Effect of College Quality and Ability on Intermediate Outcomes
Students may react to learning they have made a poor initial choice by transferring to another school. Again, this midcourse adjustment could delay graduation beyond four years. We find some evidence consistent with ability–quality complementarity when looking at transfer behavior in the NLSY-97 cohort. The third column of estimates in Table 5 corresponds to Equation 1, with transfer up as the dependent variable, while the fourth column of estimates corresponds to transfer down.25 Increasing a student’s ability percentile by 10 percentage points raises the probability that she will transfer to a higher-quality college by 1.4 percentage points if she starts at a 25th percentile college. In contrast, student ability has virtually no effect on the probability of transferring to a higher-quality college if the student starts at a 75th percentile college. The second three rows show an expected pattern: increasing the quality of the first college a student attends lowers the probability that she will transfer to an even higher-quality college, with a larger effect for students higher in the ability distribution. The pattern of derivatives with respect to ability reflects students preferentially transferring toward assortative matching, while the pattern of derivatives with respect to quality is partly mechanical.
We see the reverse patterns when considering transfers to lower-quality colleges.
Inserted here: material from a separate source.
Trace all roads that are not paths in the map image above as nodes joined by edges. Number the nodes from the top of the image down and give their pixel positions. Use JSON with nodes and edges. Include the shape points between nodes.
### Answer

More able students transfer to a lower-quality college less often, though only modestly and imprecisely so. Increasing the quality of the first college attended raises the probability that students will transfer down; these effects differ statistically from zero but not much by the level of student ability. Taken together, these transfer results provide some support for ability–quality complementarity, along with a strong (and again partly mechanical) main effect of college quality.
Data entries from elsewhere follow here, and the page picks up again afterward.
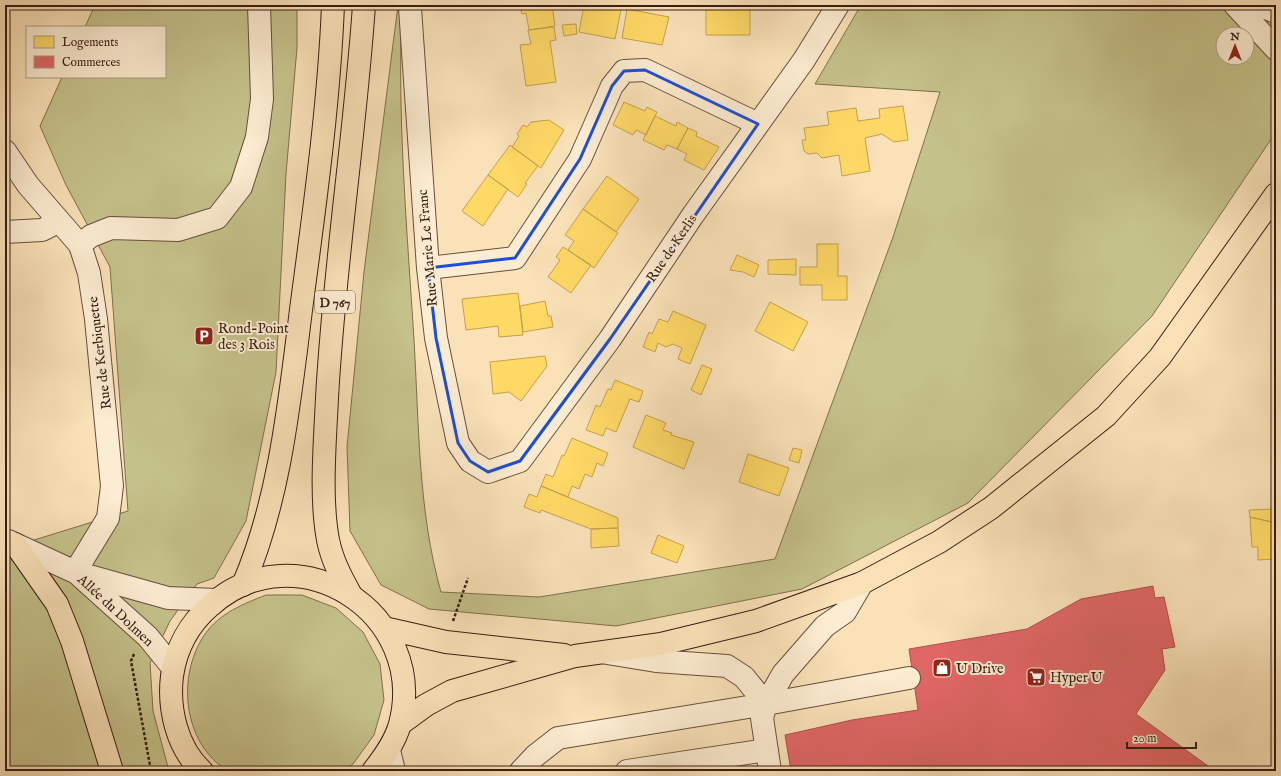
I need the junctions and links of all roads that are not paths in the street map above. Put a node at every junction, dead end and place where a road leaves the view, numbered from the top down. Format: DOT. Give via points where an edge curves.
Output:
graph roads {
  1 [pos="259,5"];
  2 [pos="333,5"];
  3 [pos="364,5"];
  4 [pos="838,5"];
  5 [pos="1235,5"];
  6 [pos="1258,5"];
  7 [pos="410,8"];
  8 [pos="1276,12"];
  9 [pos="1276,49"];
  10 [pos="758,124"];
  11 [pos="5,151"];
  12 [pos="1276,194"];
  13 [pos="58,222"];
  14 [pos="5,232"];
  15 [pos="80,245"];
  16 [pos="428,268"];
  17 [pos="488,472"];
  18 [pos="10,542"];
  19 [pos="75,572"];
  20 [pos="862,583"];
  21 [pos="243,585"];
  22 [pos="351,595"];
  23 [pos="217,600"];
  24 [pos="384,628"];
  25 [pos="600,652"];
  26 [pos="575,656"];
  27 [pos="173,668"];
  28 [pos="909,678"];
  29 [pos="766,704"];
  30 [pos="400,724"];
  31 [pos="182,743"];
  32 [pos="389,750"];
  33 [pos="768,761"];
  34 [pos="112,771"];
  35 [pos="186,771"];
  36 [pos="202,771"];
  37 [pos="373,771"];
  38 [pos="394,771"];
  39 [pos="522,771"];
  40 [pos="627,771"];
  1 -- 15 [label="street" via="262,99 257,137 241,187 217,218 178,230 111,228 91,236"];
  2 -- 21 [label="main road, D 767" via="314,209 286,428 262,537"];
  3 -- 22 [label="main road, D 767" via="330,354 324,484 328,539 337,569"];
  4 -- 10 [label="street, Rue de Kerlis" via="804,60"];
  5 -- 9 [label="street"];
  6 -- 8 [label="street"];
  7 -- 16 [label="street, Rue Marie Le Franc"];
  10 -- 16 [label="street" via="644,70 624,71 612,86 580,159 515,258"];
  10 -- 17 [label="street, Rue de Kerlis" via="610,339 520,461"];
  11 -- 13 [label="street, Rue de Kerbiquette"];
  12 -- 20 [label="main road" via="1160,357 1106,416 991,508 939,542"];
  13 -- 14 [label="street" via="42,230"];
  13 -- 15 [label="street, Rue de Kerbiquette"];
  15 -- 19 [label="street, Rue de Kerbiquette" via="89,274 96,319 112,486 108,518"];
  16 -- 17 [label="street, Rue Marie Le Franc" via="436,338 458,443 470,461"];
  18 -- 19 [label="street, Allée du Dolmen"];
  18 -- 34 [label="main road" via="57,604 72,641"];
  19 -- 23 [label="street, Allée du Dolmen" via="168,598"];
  19 -- 27 [label="street, Allée du Dolmen" via="148,637"];
  20 -- 25 [label="main road" via="756,621 661,644"];
  20 -- 29 [label="street" via="844,612 825,626 783,674"];
  21 -- 22 [label="main road" via="267,578 311,578"];
  21 -- 23 [label="main road"];
  22 -- 24 [label="main road" via="370,610"];
  23 -- 27 [label="main road" via="201,614 189,630 179,648"];
  24 -- 26 [label="main road" via="446,642"];
  24 -- 30 [label="main road" via="399,658 404,691"];
  25 -- 26 [label="main road"];
  25 -- 29 [label="street" via="656,662 727,666 744,677"];
  26 -- 30 [label="main road" via="452,691"];
  27 -- 31 [label="main road" via="171,706"];
  28 -- 29 [label="street"];
  29 -- 33 [label="street" via="762,718"];
  29 -- 39 [label="street" via="558,738"];
  30 -- 32 [label="main road"];
  31 -- 35 [label="main road"];
  31 -- 36 [label="main road"];
  32 -- 37 [label="main road"];
  32 -- 38 [label="street"];
  33 -- 40 [label="street"];
}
We cannot reject the null of only ability and quality main effects on transfer behavior. As shown at the bottom of Table 5, the p-values equal 0.384 and 0.328 for transferring to a higher- and lower-quality college, respectively. In Table 4, Panel B, we predict that full positive assortative matching would modestly decrease transfers to a higher-quality college and modestly increase transfers to lower-quality colleges. This counterfactual sorting mechanism substantially decreases the transfer probability for students who strongly undermatch at their first college, but such students constitute only a small fraction of the total. Since transfers often delay graduation, these moves have real costs for students (and often for the taxpayer) in terms of more time in school and less time in the labor force.
C. Earnings
Table 6 presents our estimates for the effects of ability and college quality on average annual earnings during and after college. In Years 2–3, both college quality and student ability have generally negative effects on annual average earnings in both cohorts. In the NLSY-79, two to three years after starting college, a student at the 50th percentile of ability earns $208 less per year for each 10 percentile point increase in the quality of first college attended. Students at lower-quality colleges are more likely to have left without a degree and begun working full time two to three years after starting college. Higher-quality colleges may also require greater effort to keep up with course work, limiting the time students have to work while still in college. Finally, near the top of the college quality distribution, marginal increases in college quality may give students access to more financial aid and reduce their need to work during college. The negative relationship between ability and earnings likely reflects a similar short-run trade-off between current earnings and investment in skill accumulation, as well as access to more merit-based financial aid.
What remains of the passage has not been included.